- **WHAT YOU NEED TO DO**
Please report every line of the listing below that has the word "main" in it.
=== Begin Enclosure ===
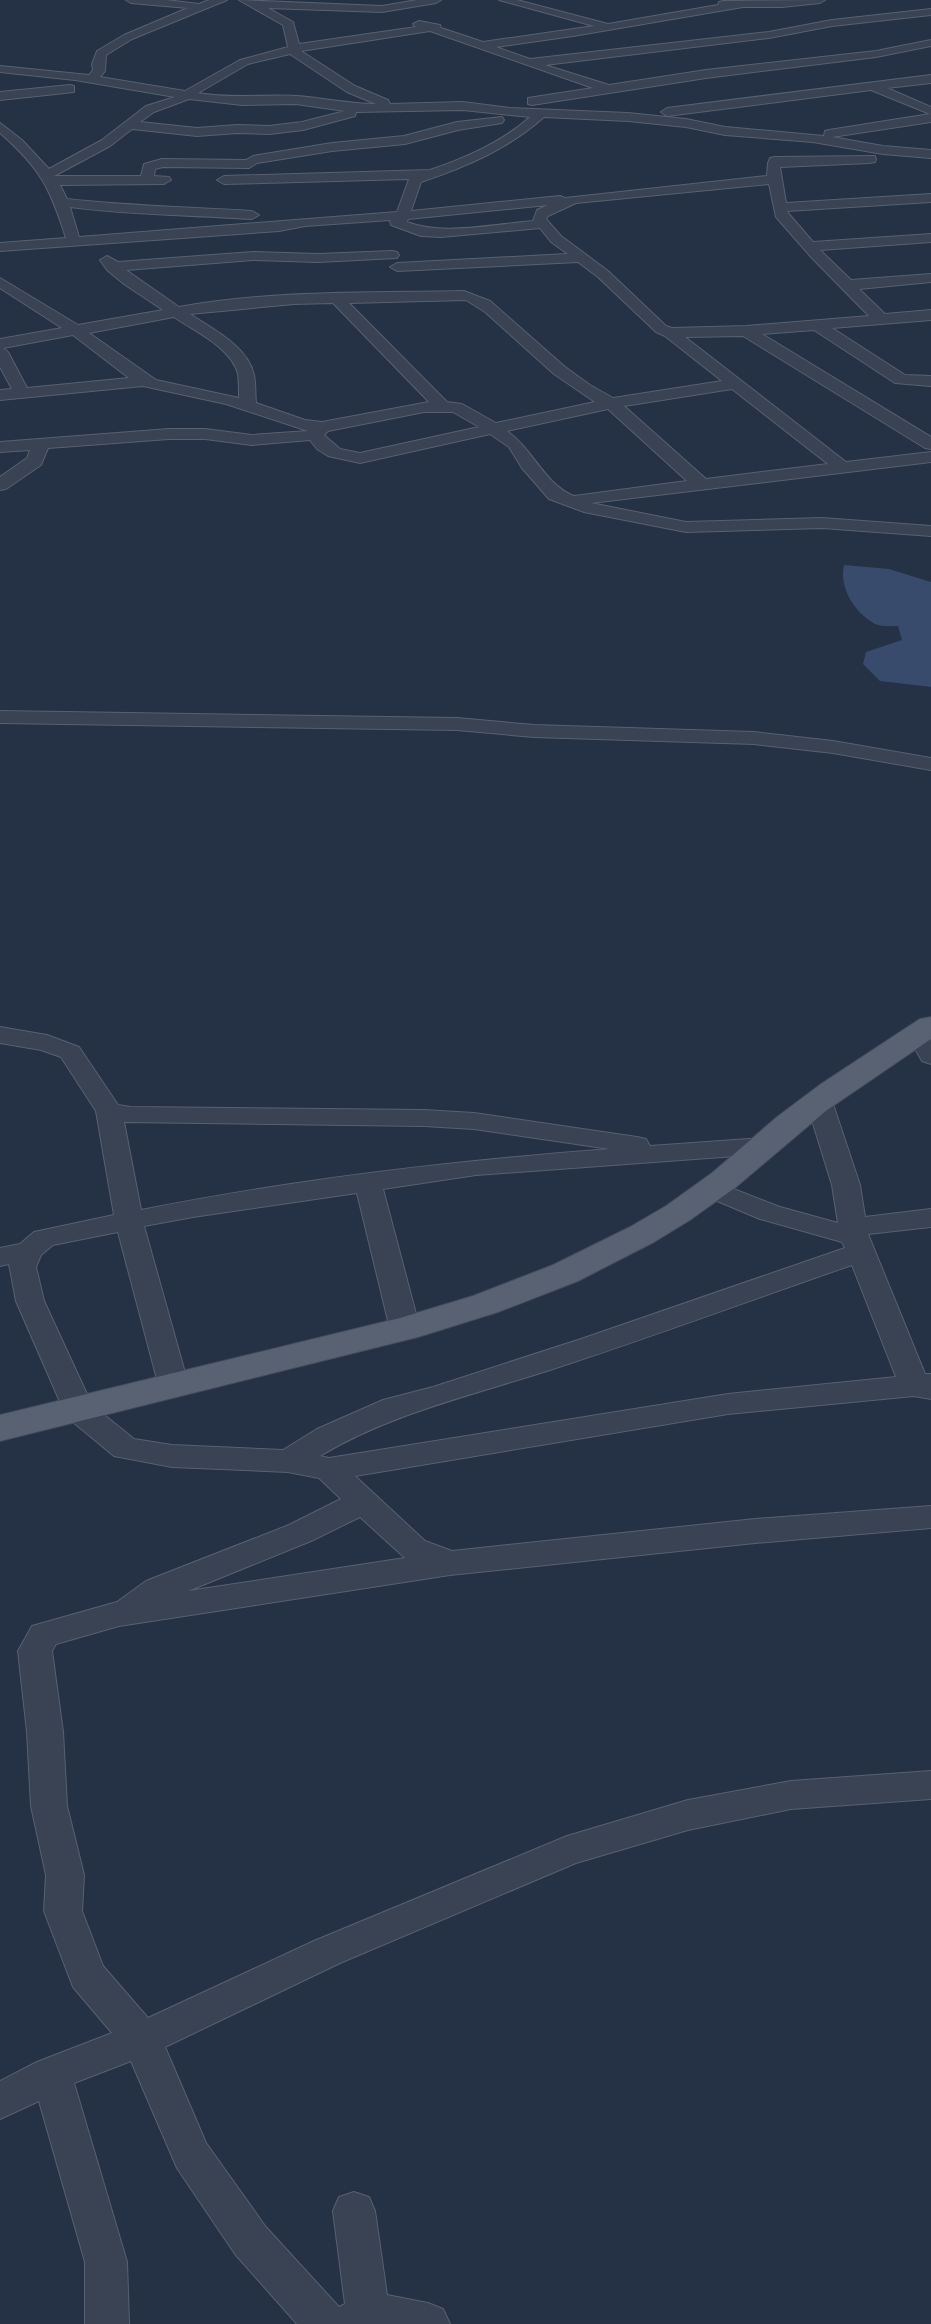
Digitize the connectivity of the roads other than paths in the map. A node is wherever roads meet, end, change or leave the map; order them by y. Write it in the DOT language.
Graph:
graph roads {
  1 [pos="131,0"];
  2 [pos="436,0"];
  3 [pos="504,0"];
  4 [pos="820,0"];
  5 [pos="700,1"];
  6 [pos="205,5"];
  7 [pos="237,5"];
  8 [pos="739,5"];
  9 [pos="382,9"];
  10 [pos="719,9"];
  11 [pos="931,12"];
  12 [pos="739,19"];
  13 [pos="774,22"];
  14 [pos="832,23"];
  15 [pos="436,27"];
  16 [pos="610,27"];
  17 [pos="789,32"];
  18 [pos="769,35"];
  19 [pos="931,43"];
  20 [pos="482,45"];
  21 [pos="292,49"];
  22 [pos="816,61"];
  23 [pos="529,63"];
  24 [pos="0,69"];
  25 [pos="91,79"];
  26 [pos="931,79"];
  27 [pos="662,81"];
  28 [pos="131,85"];
  29 [pos="871,86"];
  30 [pos="608,89"];
  31 [pos="186,95"];
  32 [pos="0,96"];
  33 [pos="714,105"];
  34 [pos="470,107"];
  35 [pos="364,108"];
  36 [pos="396,108"];
  37 [pos="931,111"];
  38 [pos="539,115"];
  39 [pos="628,117"];
  40 [pos="931,118"];
  41 [pos="130,125"];
  42 [pos="0,128"];
  43 [pos="168,130"];
  44 [pos="751,134"];
  45 [pos="118,135"];
  46 [pos="813,138"];
  47 [pos="7,139"];
  48 [pos="841,143"];
  49 [pos="931,154"];
  50 [pos="770,156"];
  51 [pos="931,159"];
  52 [pos="249,164"];
  53 [pos="429,174"];
  54 [pos="49,178"];
  55 [pos="774,179"];
  56 [pos="147,180"];
  57 [pos="175,180"];
  58 [pos="206,180"];
  59 [pos="249,180"];
  60 [pos="931,198"];
  61 [pos="573,199"];
  62 [pos="61,202"];
  63 [pos="780,207"];
  64 [pos="125,210"];
  65 [pos="356,218"];
  66 [pos="337,219"];
  67 [pos="400,219"];
  68 [pos="542,224"];
  69 [pos="136,236"];
  70 [pos="931,238"];
  71 [pos="92,241"];
  72 [pos="74,242"];
  73 [pos="809,246"];
  74 [pos="0,247"];
  75 [pos="581,258"];
  76 [pos="112,267"];
  77 [pos="401,277"];
  78 [pos="931,278"];
  79 [pos="0,282"];
  80 [pos="849,285"];
  81 [pos="337,299"];
  82 [pos="177,312"];
  83 [pos="931,315"];
  84 [pos="881,319"];
  85 [pos="817,325"];
  86 [pos="76,331"];
  87 [pos="746,331"];
  88 [pos="670,333"];
  89 [pos="0,344"];
  90 [pos="0,352"];
  91 [pos="145,381"];
  92 [pos="931,381"];
  93 [pos="736,384"];
  94 [pos="22,393"];
  95 [pos="0,395"];
  96 [pos="611,403"];
  97 [pos="441,405"];
  98 [pos="248,406"];
  99 [pos="492,428"];
  100 [pos="319,431"];
  101 [pos="40,443"];
  102 [pos="931,444"];
  103 [pos="0,447"];
  104 [pos="931,457"];
  105 [pos="842,467"];
  106 [pos="700,483"];
  107 [pos="0,485"];
  108 [pos="562,499"];
  109 [pos="931,531"];
  110 [pos="0,717"];
  111 [pos="931,764"];
  112 [pos="0,1035"];
  113 [pos="927,1038"];
  114 [pos="819,1101"];
  115 [pos="109,1111"];
  116 [pos="763,1146"];
  117 [pos="689,1152"];
  118 [pos="613,1159"];
  119 [pos="369,1182"];
  120 [pos="710,1191"];
  121 [pos="931,1218"];
  122 [pos="129,1221"];
  123 [pos="856,1239"];
  124 [pos="14,1254"];
  125 [pos="405,1329"];
  126 [pos="926,1386"];
  127 [pos="174,1387"];
  128 [pos="79,1411"];
  129 [pos="0,1428"];
  130 [pos="288,1461"];
  131 [pos="329,1469"];
  132 [pos="363,1502"];
  133 [pos="931,1517"];
  134 [pos="240,1557"];
  135 [pos="450,1563"];
  136 [pos="274,1591"];
  137 [pos="119,1614"];
  138 [pos="931,1785"];
  139 [pos="142,2039"];
  140 [pos="51,2074"];
  141 [pos="0,2101"];
  142 [pos="354,2211"];
  143 [pos="362,2322"];
  144 [pos="107,2324"];
  145 [pos="326,2324"];
  146 [pos="428,2324"];
  1 -- 6 [label="street"];
  2 -- 9 [label="street"];
  3 -- 16 [label="street"];
  4 -- 8 [label="street"];
  5 -- 8 [label="street"];
  5 -- 10 [label="street"];
  6 -- 7 [label="street"];
  6 -- 25 [label="street"];
  7 -- 9 [label="street"];
  7 -- 21 [label="street"];
  8 -- 10 [label="street"];
  9 -- 15 [label="street"];
  10 -- 12 [label="street"];
  10 -- 16 [label="street"];
  11 -- 14 [label="street"];
  13 -- 14 [label="street"];
  14 -- 17 [label="street"];
  15 -- 20 [label="street"];
  15 -- 21 [label="street"];
  16 -- 20 [label="street"];
  17 -- 18 [label="street"];
  17 -- 18 [label="street"];
  18 -- 22 [label="street"];
  18 -- 23 [label="street"];
  19 -- 22 [label="street"];
  20 -- 23 [label="street"];
  21 -- 31 [label="street"];
  21 -- 36 [label="street"];
  22 -- 27 [label="street"];
  22 -- 29 [label="street"];
  23 -- 30 [label="street"];
  24 -- 25 [label="street"];
  25 -- 28 [label="street"];
  26 -- 29 [label="street"];
  27 -- 30 [label="street"];
  27 -- 33 [label="street"];
  28 -- 31 [label="street"];
  28 -- 32 [label="street"];
  29 -- 33 [label="street"];
  29 -- 37 [label="street"];
  30 -- 34 [label="street"];
  31 -- 35 [label="street"];
  31 -- 41 [label="street"];
  33 -- 39 [label="street"];
  34 -- 36 [label="street"];
  34 -- 38 [label="street"];
  35 -- 36 [label="street"];
  35 -- 43 [label="street"];
  38 -- 39 [label="street"];
  38 -- 52 [label="street"];
  38 -- 53 [label="street"];
  39 -- 44 [label="street"];
  40 -- 46 [label="street"];
  41 -- 43 [label="street"];
  41 -- 45 [label="street"];
  42 -- 47 [label="street"];
  43 -- 45 [label="street"];
  44 -- 46 [label="street"];
  44 -- 50 [label="street"];
  45 -- 54 [label="street"];
  46 -- 48 [label="street"];
  47 -- 54 [label="street"];
  48 -- 49 [label="street"];
  48 -- 50 [label="street"];
  50 -- 51 [label="street"];
  50 -- 55 [label="street"];
  52 -- 56 [label="street"];
  52 -- 59 [label="street"];
  53 -- 59 [label="street"];
  53 -- 67 [label="street"];
  54 -- 56 [label="street"];
  54 -- 62 [label="street"];
  55 -- 61 [label="street"];
  55 -- 63 [label="street"];
  56 -- 57 [label="street"];
  58 -- 59 [label="street"];
  60 -- 63 [label="street"];
  61 -- 67 [label="street"];
  61 -- 68 [label="street"];
  62 -- 64 [label="street"];
  62 -- 72 [label="street"];
  63 -- 73 [label="street"];
  64 -- 66 [label="street"];
  64 -- 69 [label="street"];
  65 -- 66 [label="street"];
  65 -- 67 [label="street"];
  65 -- 77 [label="street"];
  66 -- 69 [label="street"];
  67 -- 68 [label="street"];
  68 -- 75 [label="street"];
  69 -- 71 [label="street"];
  70 -- 73 [label="street"];
  71 -- 72 [label="street"];
  71 -- 76 [label="street"];
  72 -- 74 [label="street"];
  73 -- 80 [label="street"];
  75 -- 77 [label="street"];
  75 -- 88 [label="street"];
  76 -- 77 [label="street"];
  76 -- 82 [label="street"];
  77 -- 81 [label="street"];
  77 -- 96 [label="street"];
  78 -- 80 [label="street"];
  79 -- 86 [label="street"];
  80 -- 84 [label="street"];
  81 -- 82 [label="street"];
  81 -- 97 [label="street"];
  82 -- 86 [label="street"];
  82 -- 98 [label="street"];
  83 -- 84 [label="street"];
  84 -- 85 [label="street"];
  85 -- 87 [label="street"];
  85 -- 92 [label="street"];
  86 -- 89 [label="street"];
  86 -- 91 [label="street"];
  87 -- 88 [label="street"];
  87 -- 102 [label="street"];
  88 -- 93 [label="street"];
  90 -- 94 [label="street"];
  91 -- 94 [label="street"];
  91 -- 98 [label="street"];
  93 -- 96 [label="street"];
  93 -- 105 [label="street"];
  94 -- 95 [label="street"];
  96 -- 99 [label="street"];
  96 -- 106 [label="street"];
  97 -- 99 [label="street"];
  97 -- 100 [label="street"];
  98 -- 100 [label="street"];
  99 -- 100 [label="street"];
  99 -- 108 [label="street"];
  100 -- 101 [label="street"];
  101 -- 103 [label="street"];
  101 -- 107 [label="street"];
  104 -- 105 [label="street"];
  105 -- 106 [label="street"];
  106 -- 108 [label="street"];
  108 -- 109 [label="street"];
  110 -- 111 [label="street"];
  112 -- 115 [label="street"];
  113 -- 114 [label="main road"];
  114 -- 116 [label="main road"];
  114 -- 123 [label="street"];
  115 -- 117 [label="street"];
  115 -- 122 [label="street"];
  116 -- 117 [label="street"];
  116 -- 120 [label="main road"];
  117 -- 118 [label="street"];
  118 -- 119 [label="street"];
  118 -- 120 [label="street"];
  119 -- 122 [label="street"];
  119 -- 125 [label="street"];
  120 -- 123 [label="street"];
  120 -- 125 [label="main road"];
  121 -- 123 [label="street"];
  122 -- 124 [label="street"];
  122 -- 127 [label="street"];
  123 -- 126 [label="street"];
  123 -- 130 [label="street"];
  124 -- 128 [label="street"];
  125 -- 127 [label="main road"];
  126 -- 131 [label="street"];
  127 -- 128 [label="main road"];
  128 -- 129 [label="main road"];
  128 -- 130 [label="street"];
  130 -- 131 [label="street"];
  131 -- 132 [label="street"];
  132 -- 134 [label="street"];
  132 -- 135 [label="street"];
  133 -- 135 [label="street"];
  134 -- 136 [label="street"];
  134 -- 137 [label="street"];
  135 -- 136 [label="street"];
  136 -- 137 [label="street"];
  137 -- 139 [label="street"];
  138 -- 139 [label="street"];
  139 -- 140 [label="street"];
  139 -- 145 [label="street"];
  140 -- 141 [label="street"];
  140 -- 144 [label="street"];
  142 -- 143 [label="street"];
  143 -- 146 [label="street"];
}
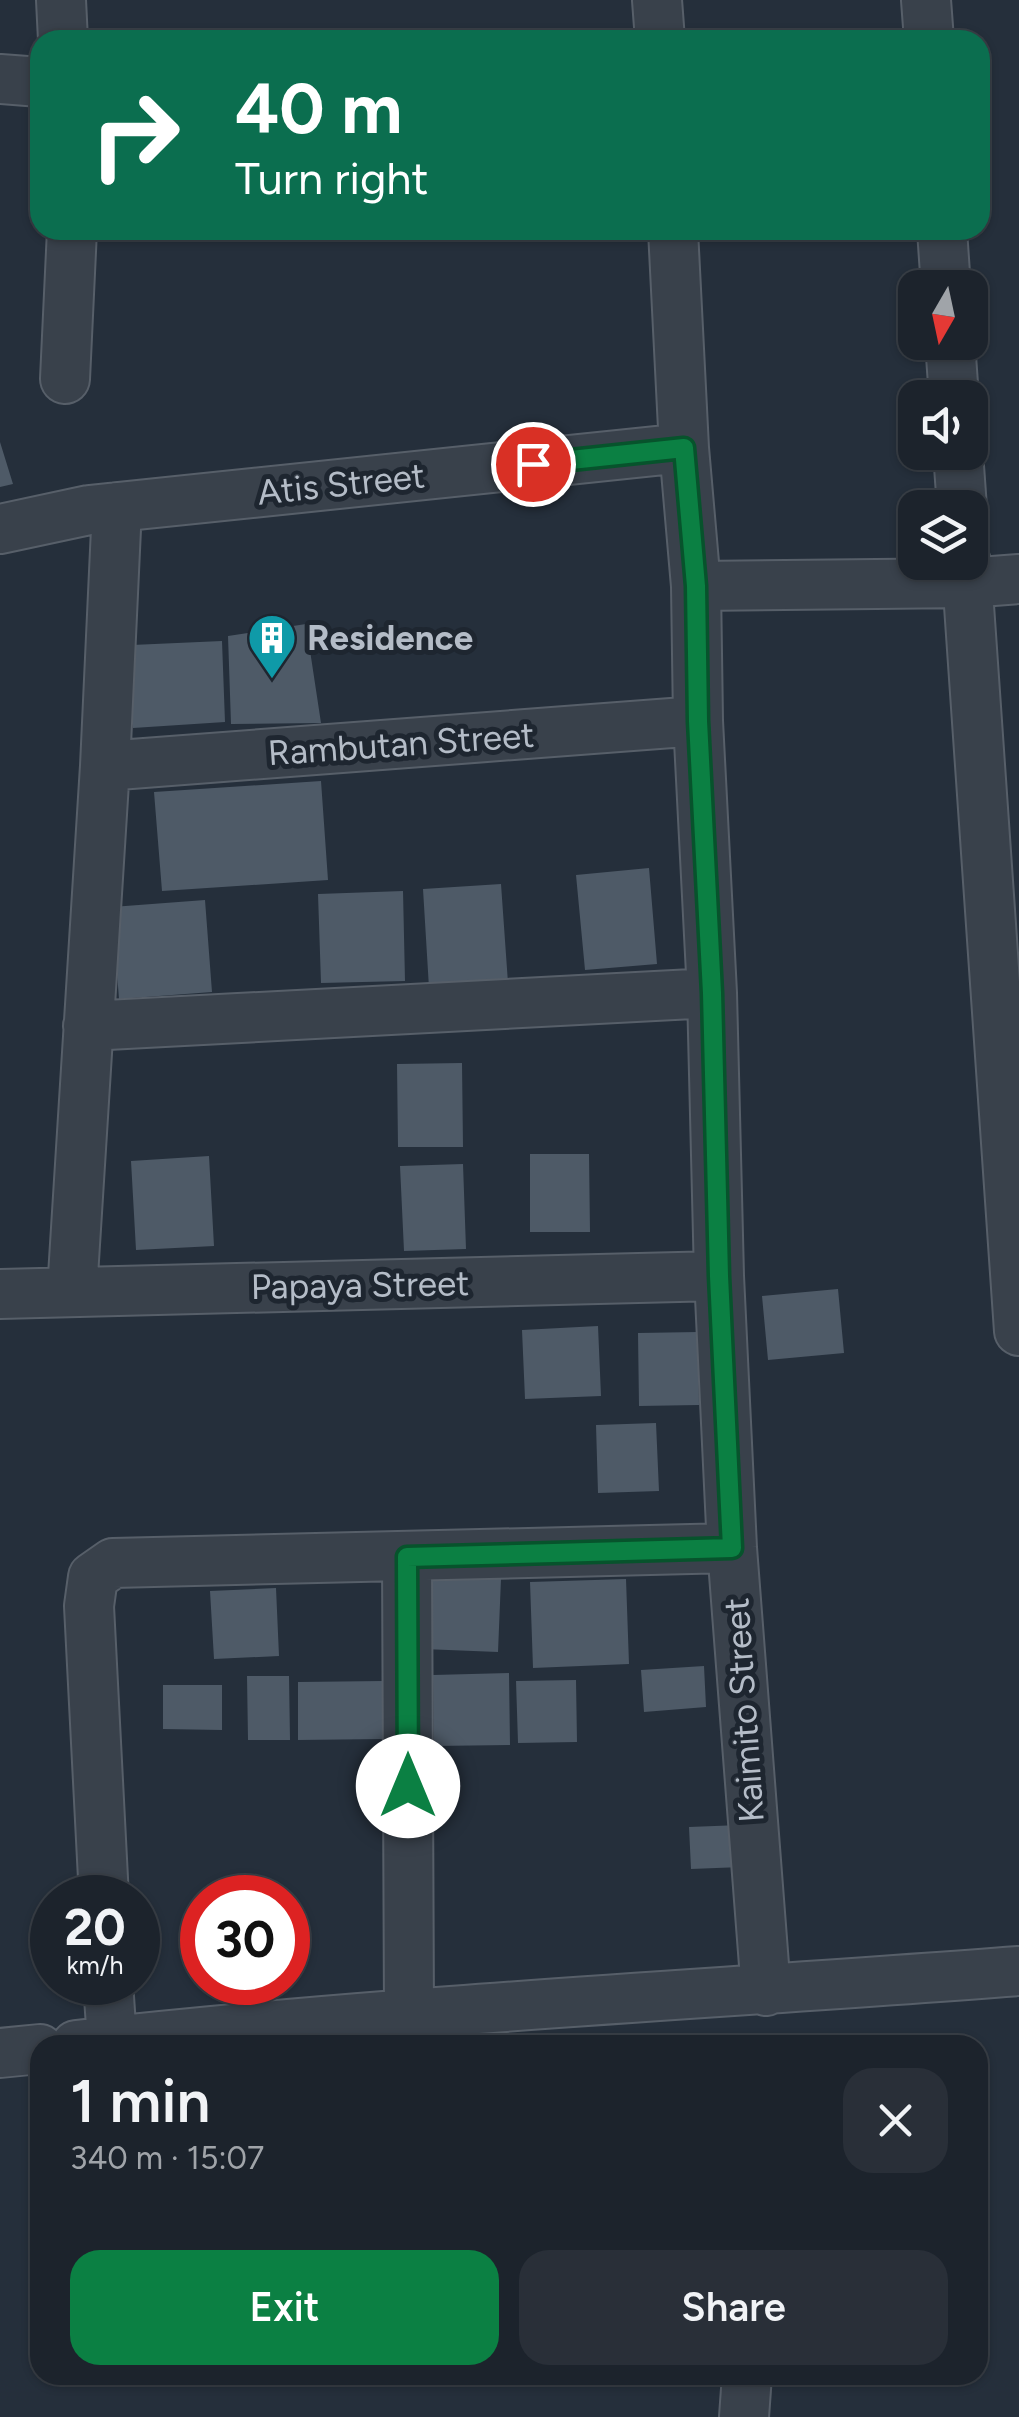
=== End Enclosure ===
- **RESPONSE TO THE EXERCISE**
  113 -- 114 [label="main road"];
  114 -- 116 [label="main road"];
  116 -- 120 [label="main road"];
  120 -- 125 [label="main road"];
  125 -- 127 [label="main road"];
  127 -- 128 [label="main road"];
  128 -- 129 [label="main road"];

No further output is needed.